Lo único bueno que se puede decir acerca de la declaración emitida por Trump y Kim en Singapur es que parece impedir una guerra inminente. No hace mucho, Trump amenazaba con reducir la península de Corea a escombros. Al Pentágono se le pidió que elaborara un plan de guerra. Trump habló de presionar su gran botón nuclear. Los residentes de Seúl estarán comprensiblemente aliviados de que el presidente estadounidense hoy prefiera elogiar a Pyonyang.

Al primer ministro de Canadá, Justin Trudeau, se le puede calificar de “deshonesto” y de “débil” pero, en opinión del presidente Trump, Kim es alguien en quien EE. UU. puede “confiar”.

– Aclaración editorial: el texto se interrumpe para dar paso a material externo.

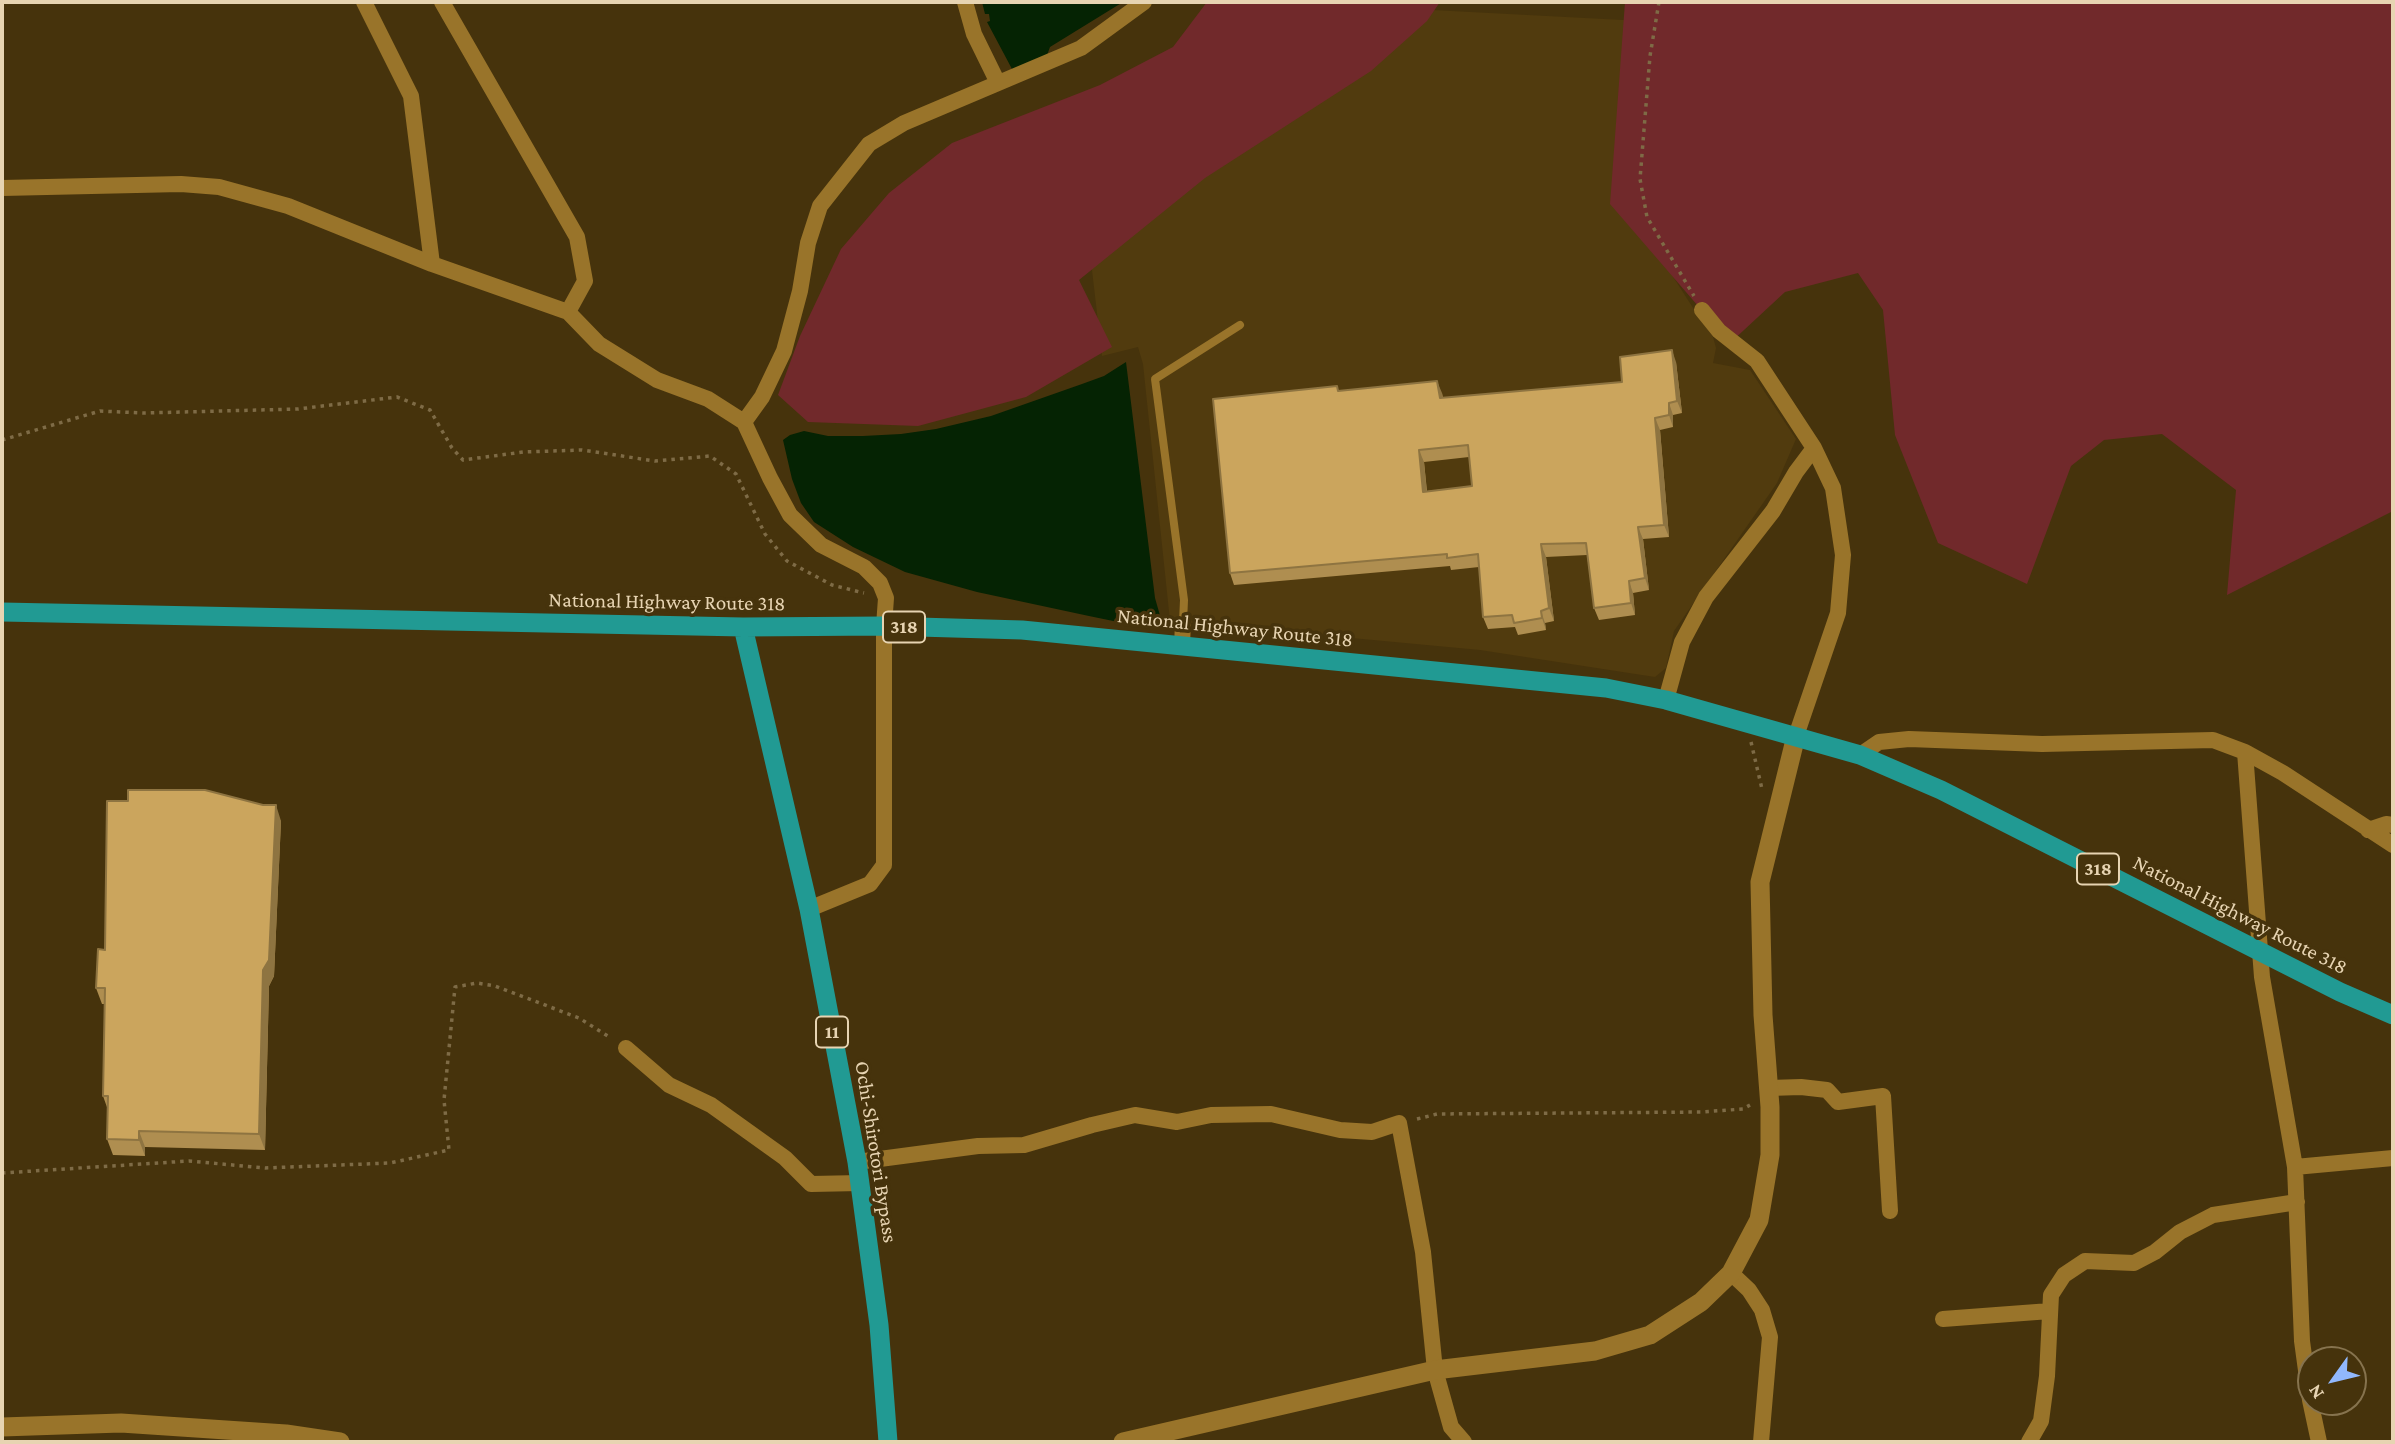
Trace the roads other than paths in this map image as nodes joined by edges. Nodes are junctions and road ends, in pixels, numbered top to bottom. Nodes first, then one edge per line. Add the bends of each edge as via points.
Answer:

El presidente surcoreano, Moon Jae-in, merece sólo elogios por su papel en el fomento de la distensión. Moon parece genuinamente creer que Kim desea darle más prioridad a la modernización económica que a la postura nuclear. Él tiene que perdonarnos si no reconocemos en Kim al nuevo Mikhail Gorbachev.

La cumbre no produjo nada nuevo por parte de Pyongyang en lo relacionado con las promesas de desnuclearización. Pero le confirió reconocimiento global a Corea del Norte como ‘Estado nuclear’ y legitimidad a su autoritario líder.

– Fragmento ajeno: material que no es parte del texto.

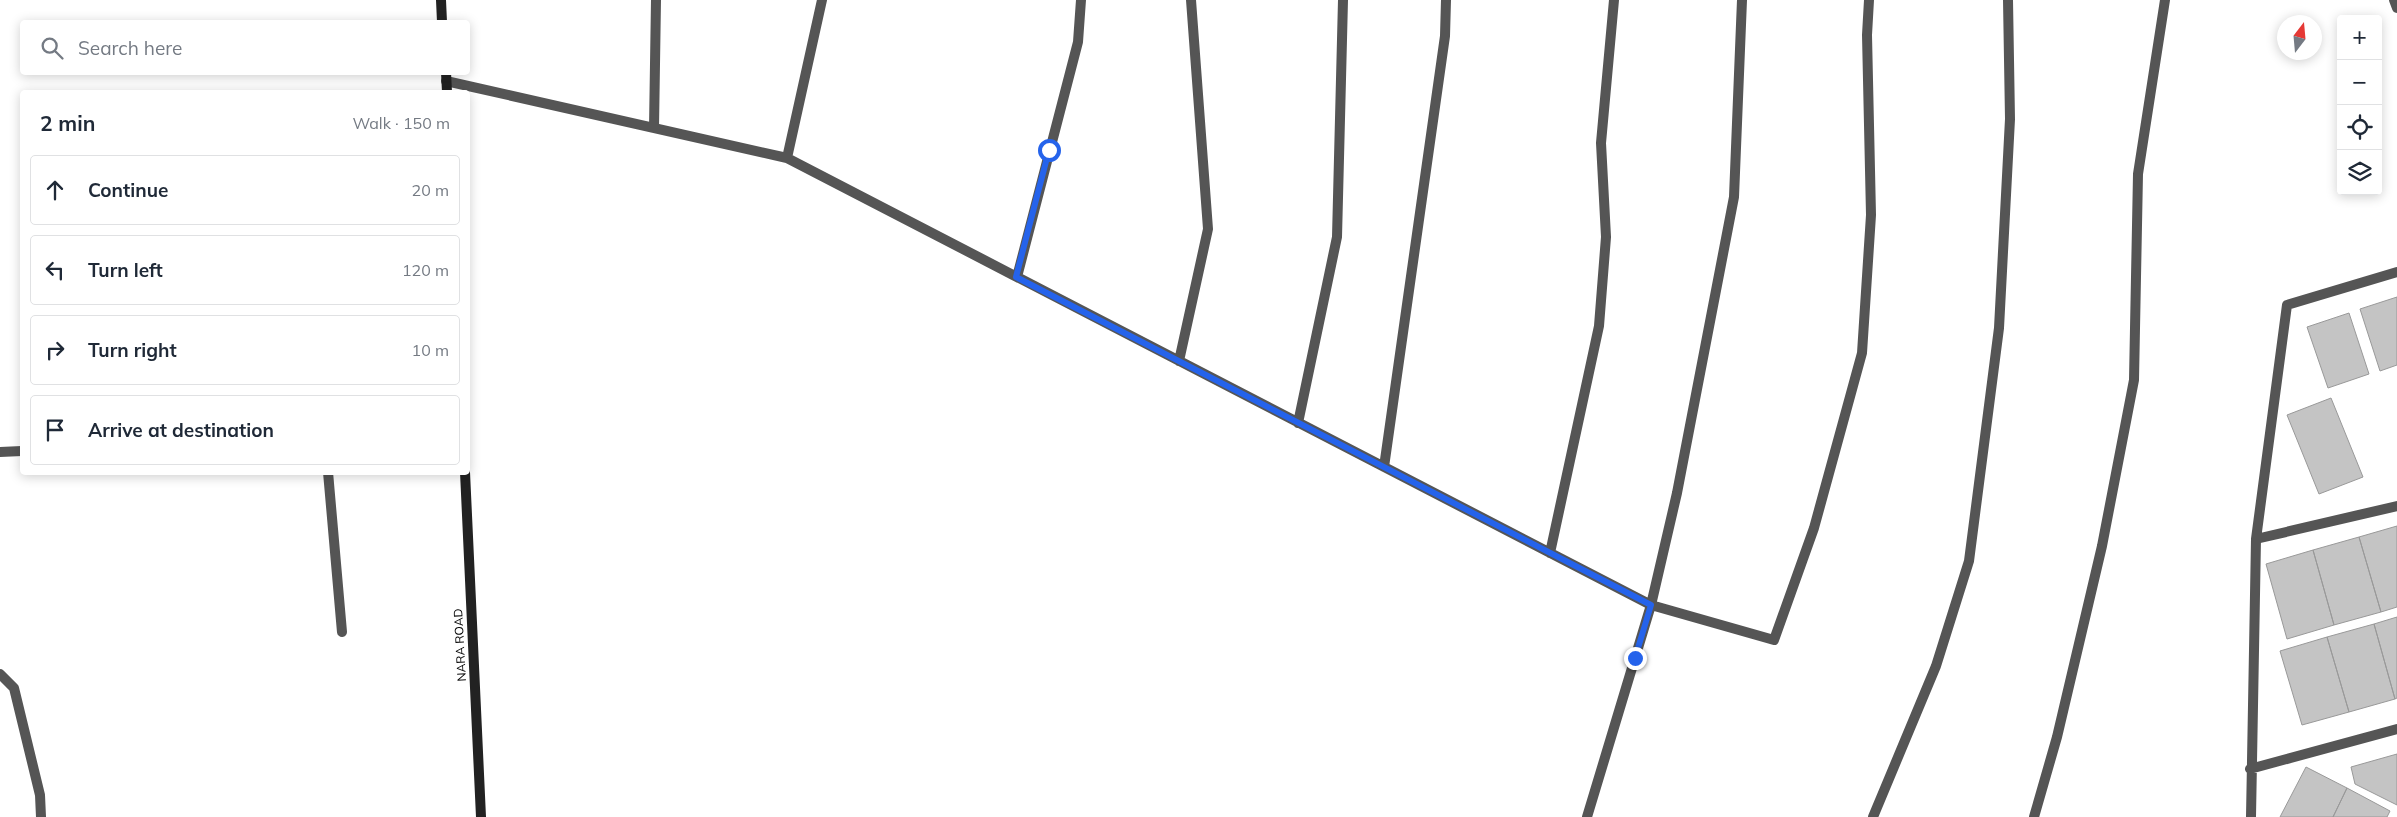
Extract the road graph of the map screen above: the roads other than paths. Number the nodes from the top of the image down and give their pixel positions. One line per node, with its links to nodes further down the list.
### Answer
1 (441, 0): 15 (main road)
2 (656, 0): 18 (street)
3 (822, 0): 19 (street)
4 (1081, 0): 21 (street)
5 (1191, 0): 22 (street)
6 (1343, 0): 23 (street)
7 (1446, 0): 26 (street)
8 (1614, 0): 31 (street)
9 (1742, 0): 32 (street)
10 (1869, 0): 32 (street)
11 (2008, 0): 40 (street)
12 (2165, 0): 41 (street)
13 (2394, 0): 14 (street)
14 (2397, 8)
15 (442, 20)
16 (446, 77): 17 (main road); 18 (street)
17 (447, 90)
18 (654, 128): 19 (street)
19 (787, 158): 21 (street)
20 (2397, 272): 30 (street)
21 (1016, 277): 22 (street)
22 (1179, 361): 23 (street)
23 (1298, 423): 26 (street)
24 (20, 451): 25 (street)
25 (0, 452)
26 (1384, 467): 31 (street)
27 (328, 475): 33 (street)
28 (465, 475): 38 (main road, NARA ROAD)
29 (2397, 506): 30 (street)
30 (2256, 539): 36 (street)
31 (1550, 553): 32 (street)
32 (1651, 605): 39 (street)
33 (342, 632)
34 (0, 674): 37 (street)
35 (2397, 729): 36 (street)
36 (2250, 769): 42 (street)
37 (41, 817)
38 (481, 817)
39 (1587, 817)
40 (1873, 817)
41 (2034, 817)
42 (2251, 817)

Trump llegó a Singapur pidiendo un proceso transparente de desnuclearización completa, verificable e irreversible. Habiéndosele presentado con una serie de retocadas trivialidades sin sentido, él declaró victoria. Además, suspendió los ejercicios militares estadounidenses conjuntos con Seúl. Con el tiempo, Trump quiere traer de vuelta a EE. UU. a los 30.000 soldados estadounidenses en Corea del Sur. Después de todo, cuestan “mucho dinero”. Incluso el optimista Moon se pone un poco nervioso en este punto.

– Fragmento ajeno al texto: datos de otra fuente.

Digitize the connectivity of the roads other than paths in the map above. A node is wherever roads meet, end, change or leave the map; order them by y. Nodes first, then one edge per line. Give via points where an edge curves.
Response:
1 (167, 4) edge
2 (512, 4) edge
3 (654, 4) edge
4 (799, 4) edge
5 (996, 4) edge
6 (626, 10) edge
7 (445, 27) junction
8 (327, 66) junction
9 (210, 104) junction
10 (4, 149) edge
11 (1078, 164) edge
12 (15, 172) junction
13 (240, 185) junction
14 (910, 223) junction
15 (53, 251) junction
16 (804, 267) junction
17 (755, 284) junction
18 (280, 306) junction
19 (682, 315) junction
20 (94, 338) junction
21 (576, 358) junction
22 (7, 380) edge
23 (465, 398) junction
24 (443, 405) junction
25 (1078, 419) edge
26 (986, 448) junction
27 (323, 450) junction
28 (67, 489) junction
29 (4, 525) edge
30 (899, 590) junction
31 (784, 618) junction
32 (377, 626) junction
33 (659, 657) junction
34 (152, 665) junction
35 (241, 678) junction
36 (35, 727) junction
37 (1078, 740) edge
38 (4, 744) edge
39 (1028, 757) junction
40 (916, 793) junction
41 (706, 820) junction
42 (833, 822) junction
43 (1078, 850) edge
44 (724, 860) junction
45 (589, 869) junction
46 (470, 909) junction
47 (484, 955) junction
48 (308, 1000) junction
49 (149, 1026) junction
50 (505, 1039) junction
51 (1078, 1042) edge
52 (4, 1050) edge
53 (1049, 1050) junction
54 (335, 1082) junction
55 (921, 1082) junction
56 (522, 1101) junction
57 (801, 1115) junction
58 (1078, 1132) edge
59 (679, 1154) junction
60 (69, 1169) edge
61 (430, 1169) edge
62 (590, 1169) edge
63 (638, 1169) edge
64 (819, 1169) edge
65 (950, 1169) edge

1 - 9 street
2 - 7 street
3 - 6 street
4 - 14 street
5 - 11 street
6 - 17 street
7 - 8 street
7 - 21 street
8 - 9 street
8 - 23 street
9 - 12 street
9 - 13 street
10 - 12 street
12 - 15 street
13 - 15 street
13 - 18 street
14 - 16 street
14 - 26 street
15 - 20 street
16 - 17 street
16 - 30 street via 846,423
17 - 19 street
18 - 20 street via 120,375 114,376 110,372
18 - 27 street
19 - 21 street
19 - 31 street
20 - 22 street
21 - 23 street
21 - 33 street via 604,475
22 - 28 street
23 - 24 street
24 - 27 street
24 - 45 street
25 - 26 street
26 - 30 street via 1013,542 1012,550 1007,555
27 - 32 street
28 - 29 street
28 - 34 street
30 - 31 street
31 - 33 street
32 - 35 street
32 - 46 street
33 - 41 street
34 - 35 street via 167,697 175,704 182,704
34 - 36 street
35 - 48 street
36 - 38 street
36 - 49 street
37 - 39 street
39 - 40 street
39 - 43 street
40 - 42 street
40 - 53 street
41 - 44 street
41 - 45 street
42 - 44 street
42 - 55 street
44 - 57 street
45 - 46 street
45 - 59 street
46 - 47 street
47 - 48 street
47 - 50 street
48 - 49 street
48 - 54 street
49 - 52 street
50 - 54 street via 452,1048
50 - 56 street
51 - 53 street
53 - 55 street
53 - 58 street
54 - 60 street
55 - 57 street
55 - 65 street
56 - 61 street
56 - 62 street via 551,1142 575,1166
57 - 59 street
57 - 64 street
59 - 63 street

Trump esta semana se deshizo de las suposiciones que han mantenido la paz en el Asia Oriental desde el final de la Segunda Guerra Mundial. Japón tiene obvias y poderosas razones históricas para evitar tener un ejército fuerte y adquirir armas nucleares. Su pacifismo ha sido posible gracias al refugio de seguridad representado por EE. UU.

Los legisladores en Tokio ahora deben preguntarse cuánto tiempo durará ese refugio conforme China se vuelve más asertiva. ¿Es probable que Trump abandone la garantía de defensa estadounidense de Japón por lograr un mejor acuerdo comercial con Pekín? Él así lo ha sugerido. Los políticos taiwaneses llegarán a una conclusión similar. Si se saca a EE. UU. todavía más de la realidad regional, lo mismo harán Indonesia y Filipinas.

Trump, por supuesto, no retirará las fuerzas estadounidenses hoy, mañana o en un futuro cercano. Pero la seguridad reside en una confianza duradera. Los líderes de estas naciones deben considerar su futuro en cinco, 10 y 20 años. La conclusión actual tiene que ser que EE. UU. se está retirando, incluso si el proceso se desacelera más allá de la presidencia de Trump.

El próximo mes le tocará el turno a Europa. Trump asistirá a la cumbre de la Organización del Tratado del Atlántico Norte (OTAN) en Bruselas. Él ha establecido un vínculo entre el desproporcionado financiamiento de la alianza militar proveniente de Washington y los aranceles europeos a las manufacturas estadounidenses. Jim Mattis, el secretario de Defensa, ha invertido una gran cantidad de capital personal intentando persuadir al Presidente de que la alianza es tan importante para EE. UU. como lo es para la seguridad europea. No está nada claro que él haya tenido éxito.

A veces me preguntan qué es lo que considero como la mayor amenaza en contra de la paz y de la estabilidad mundiales. Una Corea del Norte armada nuclearmente parece peligrosa, pero controlable. Kim no está loco. La tentación es, entonces, responder que el riesgo se encuentra en el ascenso de China o en el revanchismo ruso. La verdadera respuesta es la retirada de Trump.